Su padre era un patriarca guerrero; el pelo y la barba como corteza de árbol y la cara como madera torpemente tallada. Casi nunca hablaba.

Permanecieron mirándose durante una hora y luego, finalmente, cuando el fuego se extinguió y el humo impregnó la sala y los hizo lagrimear, la familia de Wenschloss, sin una palabra, se levantó y se retiró. Los criados condujeron a Blondel y al joven caballero a sus aposentos.

Esa noche durmió bien, y a la mañana siguiente, cuando aún no había clareado del todo, pidió su caballo al palafrenero y, a imitación de sus anfitriones, se marchó sin decir una palabra.

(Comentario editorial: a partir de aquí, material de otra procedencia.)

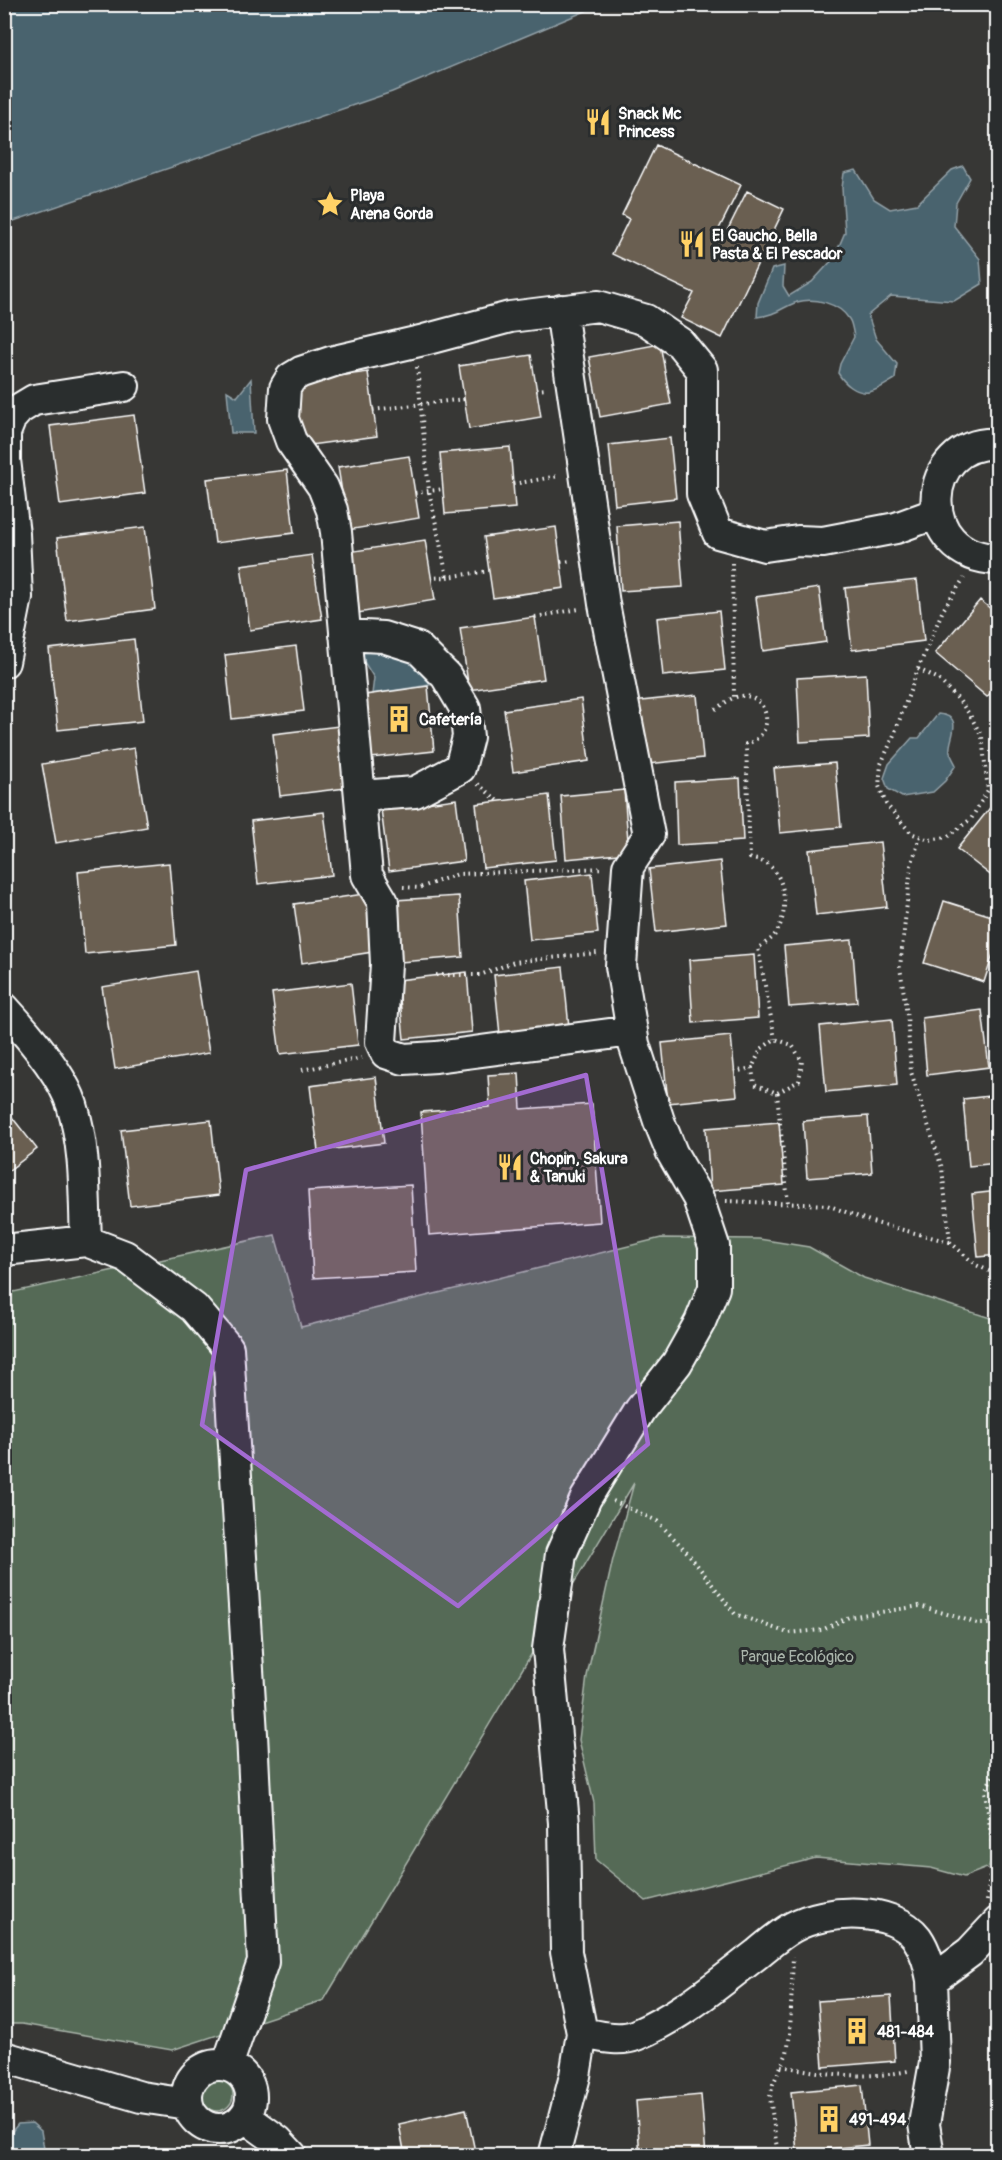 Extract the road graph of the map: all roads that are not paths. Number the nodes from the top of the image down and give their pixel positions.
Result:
1 (561, 310) junction
2 (124, 386) dead end
3 (998, 444) edge
4 (937, 513) junction
5 (987, 558) edge
6 (345, 635) junction
7 (4, 662) edge
8 (360, 796) junction
9 (4, 1008) edge
10 (632, 1031) junction
11 (86, 1241) junction
12 (4, 1250) edge
13 (996, 1923) edge
14 (932, 1980) junction
15 (582, 2033) junction
16 (4, 2057) edge
17 (227, 2066) junction
18 (187, 2104) junction
19 (245, 2116) junction
20 (292, 2156) edge
21 (554, 2156) edge
22 (929, 2156) edge

1 - 4 lane
1 - 6 lane
1 - 10 lane
2 - 7 lane
3 - 4 lane
4 - 5 lane
6 - 8 lane
6 - 8 lane
8 - 10 lane
9 - 11 lane
10 - 15 lane
11 - 12 lane
11 - 17 lane
13 - 14 lane
14 - 15 lane
14 - 22 lane
15 - 21 lane
16 - 18 lane
17 - 18 lane
17 - 19 lane
18 - 19 lane
19 - 20 lane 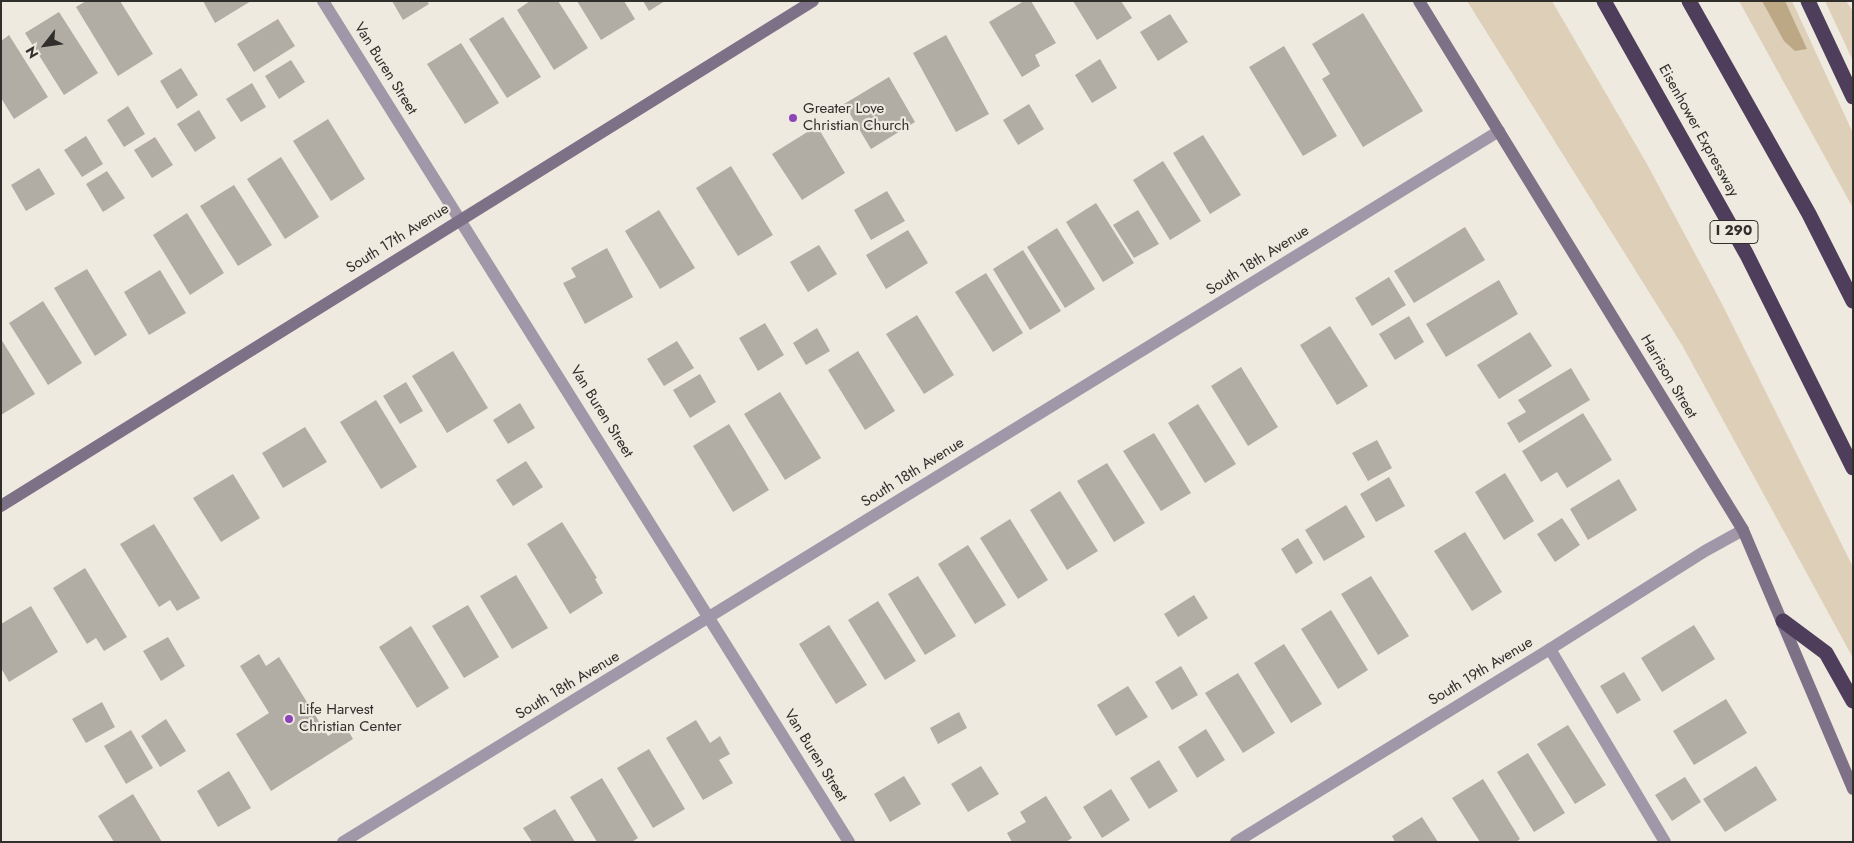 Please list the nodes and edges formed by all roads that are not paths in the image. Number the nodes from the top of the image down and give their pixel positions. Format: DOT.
graph roads {
  1 [pos="323,1"];
  2 [pos="813,1"];
  3 [pos="1419,1"];
  4 [pos="1604,1"];
  5 [pos="1689,1"];
  6 [pos="1808,1"];
  7 [pos="1853,97"];
  8 [pos="1499,131"];
  9 [pos="461,219"];
  10 [pos="1853,301"];
  11 [pos="1853,468"];
  12 [pos="1,506"];
  13 [pos="1743,530"];
  14 [pos="711,618"];
  15 [pos="1783,621"];
  16 [pos="1550,650"];
  17 [pos="1853,701"];
  18 [pos="1853,789"];
  19 [pos="343,842"];
  20 [pos="849,842"];
  21 [pos="1236,842"];
  22 [pos="1665,842"];
  1 -- 9 [label="street, Van Buren Street"];
  2 -- 9 [label="street, South 17th Avenue"];
  3 -- 8 [label="street, Harrison Street"];
  4 -- 11 [label="highway, Eisenhower Expressway / I 290"];
  5 -- 10 [label="highway"];
  6 -- 7 [label="highway"];
  8 -- 13 [label="street, Harrison Street"];
  8 -- 14 [label="street, South 18th Avenue"];
  9 -- 12 [label="street, South 17th Avenue"];
  9 -- 14 [label="street, Van Buren Street"];
  13 -- 15 [label="street, Harrison Street"];
  13 -- 16 [label="street, South 19th Avenue"];
  14 -- 19 [label="street, South 18th Avenue"];
  14 -- 20 [label="street, Van Buren Street"];
  15 -- 17 [label="highway"];
  15 -- 18 [label="street, Harrison Street"];
  16 -- 21 [label="street, South 19th Avenue"];
  16 -- 22 [label="street"];
} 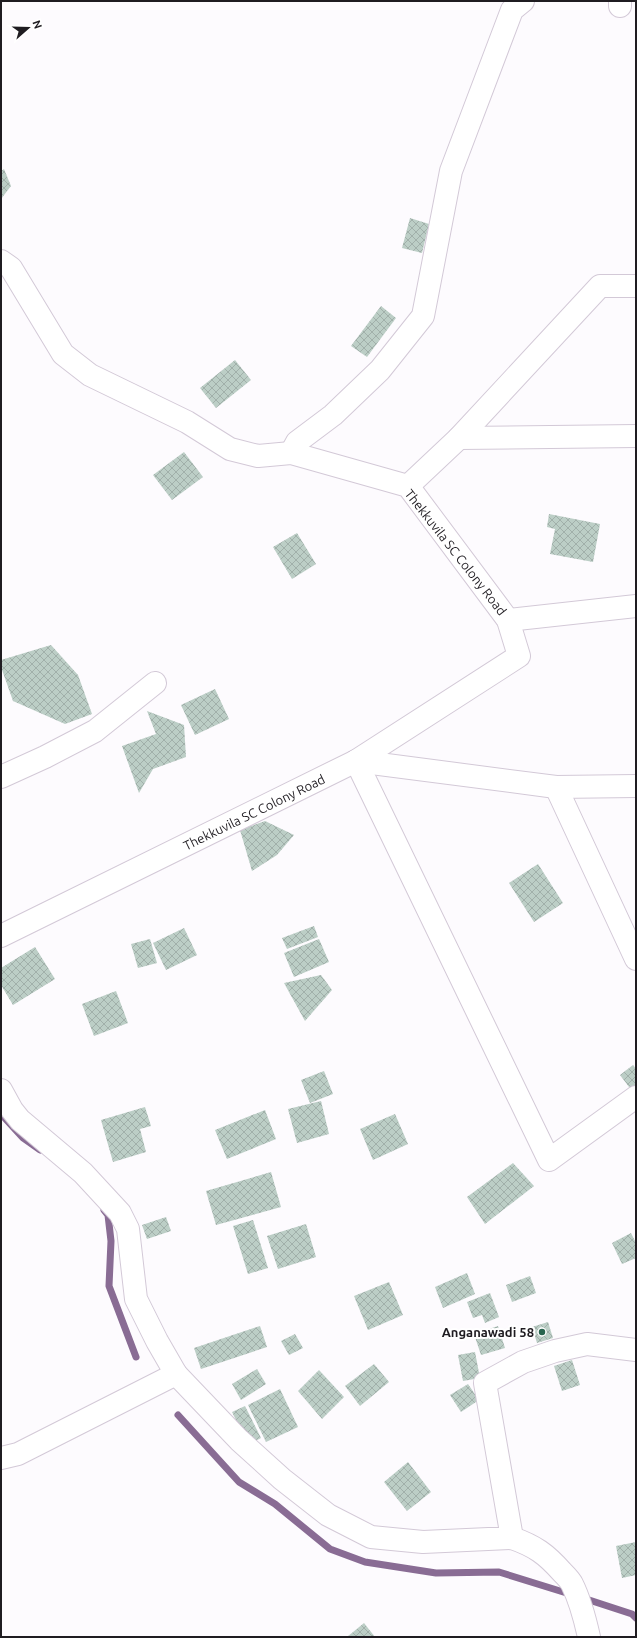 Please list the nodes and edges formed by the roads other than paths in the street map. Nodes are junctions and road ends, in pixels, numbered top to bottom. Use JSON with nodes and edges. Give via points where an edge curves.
{"nodes":[{"id":1,"x":523,"y":1,"type":"edge"},
{"id":2,"x":1,"y":261,"type":"edge"},
{"id":3,"x":636,"y":286,"type":"edge"},
{"id":4,"x":636,"y":436,"type":"edge"},
{"id":5,"x":459,"y":438,"type":"junction"},
{"id":6,"x":291,"y":453,"type":"junction"},
{"id":7,"x":408,"y":486,"type":"junction"},
{"id":8,"x":636,"y":606,"type":"edge"},
{"id":9,"x":508,"y":620,"type":"junction"},
{"id":10,"x":155,"y":682,"type":"dead end"},
{"id":11,"x":356,"y":762,"type":"junction"},
{"id":12,"x":1,"y":777,"type":"edge"},
{"id":13,"x":636,"y":786,"type":"edge"},
{"id":14,"x":556,"y":787,"type":"junction"},
{"id":15,"x":1,"y":936,"type":"edge"},
{"id":16,"x":636,"y":959,"type":"edge"},
{"id":17,"x":1,"y":1090,"type":"edge"},
{"id":18,"x":636,"y":1097,"type":"edge"},
{"id":19,"x":636,"y":1350,"type":"edge"},
{"id":20,"x":176,"y":1374,"type":"junction"},
{"id":21,"x":1,"y":1458,"type":"edge"},
{"id":22,"x":512,"y":1538,"type":"junction"},
{"id":23,"x":589,"y":1637,"type":"edge"}],
"edges":[{"from":1,"to":6,"type":"street","via":[[512,10],[451,171],[423,316],[380,370],[333,415],[297,442]]},
{"from":2,"to":6,"type":"street","name":"Thekkuvila SC Colony Road","via":[[11,268],[63,354],[90,375],[187,422],[230,449],[258,456]]},
{"from":3,"to":5,"type":"street","via":[[600,286]]},
{"from":4,"to":5,"type":"street"},
{"from":5,"to":7,"type":"street"},
{"from":6,"to":7,"type":"street","name":"Thekkuvila SC Colony Road"},
{"from":7,"to":9,"type":"street","name":"Thekkuvila SC Colony Road"},
{"from":8,"to":9,"type":"street"},
{"from":9,"to":11,"type":"street","name":"Thekkuvila SC Colony Road","via":[[519,656]]},
{"from":10,"to":12,"type":"street","via":[[95,731]]},
{"from":11,"to":14,"type":"street"},
{"from":11,"to":15,"type":"street","name":"Thekkuvila SC Colony Road"},
{"from":11,"to":18,"type":"street","via":[[549,1160]]},
{"from":13,"to":14,"type":"street"},
{"from":14,"to":16,"type":"street"},
{"from":17,"to":20,"type":"street","via":[[20,1120],[83,1173],[120,1213],[128,1229],[136,1299]]},
{"from":19,"to":22,"type":"street","via":[[587,1344],[523,1362],[485,1383]]},
{"from":20,"to":21,"type":"street","via":[[18,1454]]},
{"from":20,"to":22,"type":"street","via":[[239,1440],[282,1479],[328,1515],[370,1537],[423,1542]]},
{"from":22,"to":23,"type":"street","via":[[539,1549],[572,1583]]}]} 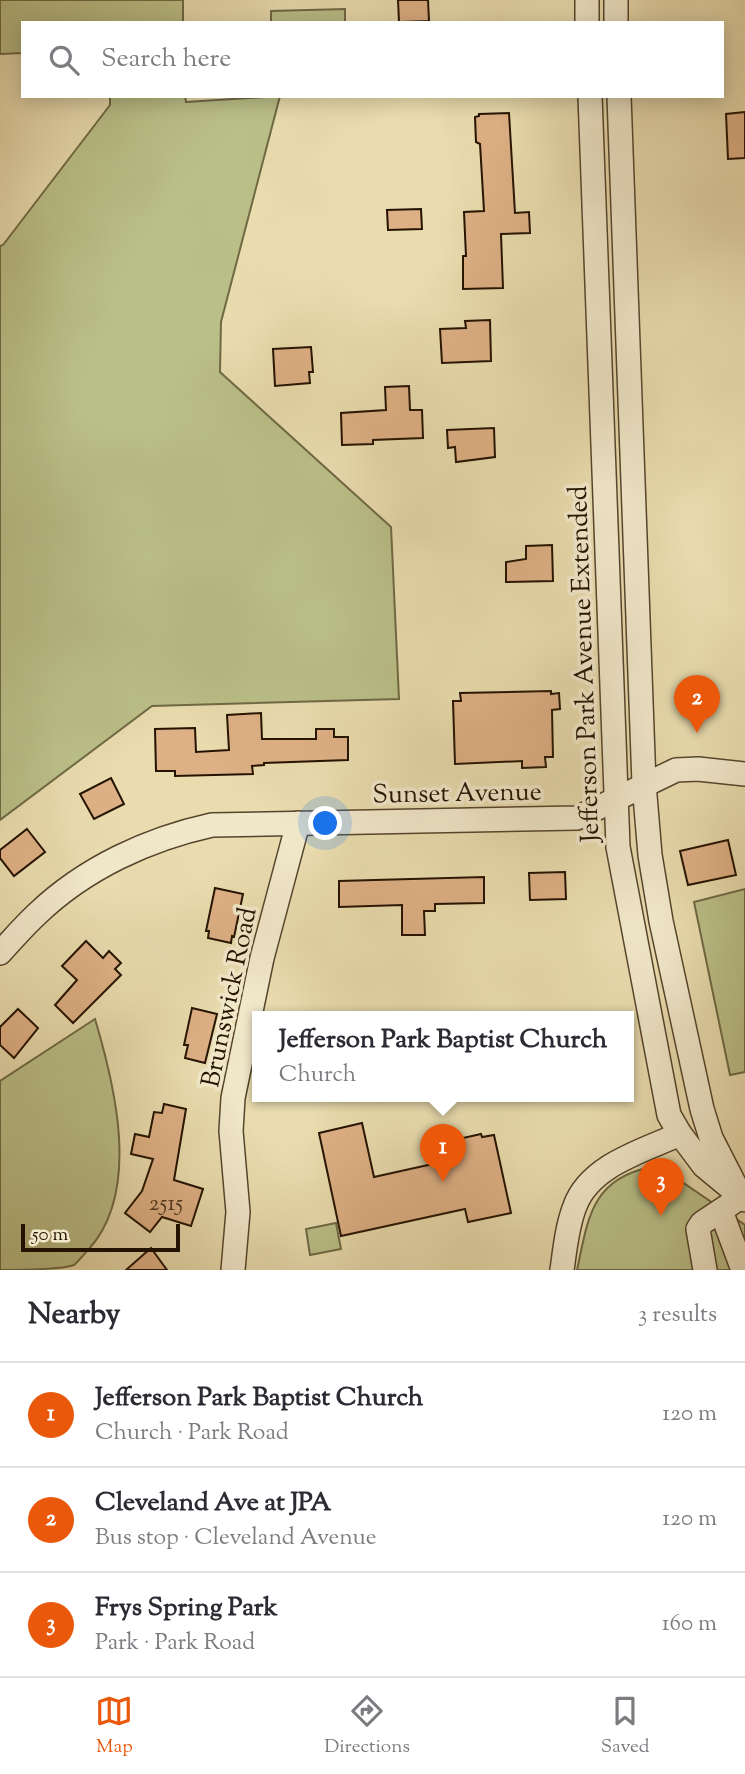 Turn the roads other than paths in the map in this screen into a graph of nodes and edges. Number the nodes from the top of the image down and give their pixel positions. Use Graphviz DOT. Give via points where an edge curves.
graph roads {
  1 [pos="587,0"];
  2 [pos="616,0"];
  3 [pos="587,21"];
  4 [pos="617,21"];
  5 [pos="590,98"];
  6 [pos="619,98"];
  7 [pos="622,191"];
  8 [pos="593,192"];
  9 [pos="745,774"];
  10 [pos="644,784"];
  11 [pos="615,800"];
  12 [pos="298,823"];
  13 [pos="0,953"];
  14 [pos="680,1134"];
  15 [pos="743,1198"];
  16 [pos="721,1211"];
  17 [pos="233,1270"];
  18 [pos="562,1270"];
  19 [pos="705,1270"];
  20 [pos="743,1270"];
  1 -- 3 [label="street"];
  2 -- 4 [label="street"];
  5 -- 8 [label="street, Jefferson Park Avenue Extended"];
  6 -- 7 [label="street"];
  7 -- 8 [label="street"];
  7 -- 10 [label="street"];
  8 -- 11 [label="street, Jefferson Park Avenue Extended"];
  9 -- 10 [label="street, Sunset Avenue" via="676,770"];
  10 -- 11 [label="street, Sunset Avenue"];
  10 -- 15 [label="street" via="661,921 702,1109 711,1138"];
  11 -- 12 [label="street, Sunset Avenue" via="577,818"];
  11 -- 14 [label="street, Jefferson Park Avenue Extended" via="618,847 663,1088 669,1115"];
  12 -- 13 [label="street, Sunset Avenue" via="212,825 145,844 62,892"];
  12 -- 17 [label="street, Brunswick Road" via="262,958 233,1098 238,1212"];
  14 -- 15 [label="street, Jefferson Park Avenue Extended" via="704,1166"];
  14 -- 18 [label="street" via="601,1171 586,1186 569,1223"];
  15 -- 16 [label="street"];
  16 -- 19 [label="street" via="698,1228"];
  16 -- 20 [label="street"];
}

Cruzó el río y se internó en otro bosque; aquí los árboles eran nudosos y retorcidos como si los hubiera atacado un viento terrible.

Al cabo de un día y una noche se había acostumbrado nuevamente a viajar solo. Todas las noches un viento feroz azotaba el bosque, un viento negro que oscurecía las estrellas como un pesado manto extendido entre los árboles y el cielo. Blondel pasó varias noches así en este bosque, y cada noche ese viento amargo soplaba y apagaba las estrellas.

Ningún lobo aullaba y no se oían ruidos; se preguntó si estaba en un bosque encantado, como el del dragón.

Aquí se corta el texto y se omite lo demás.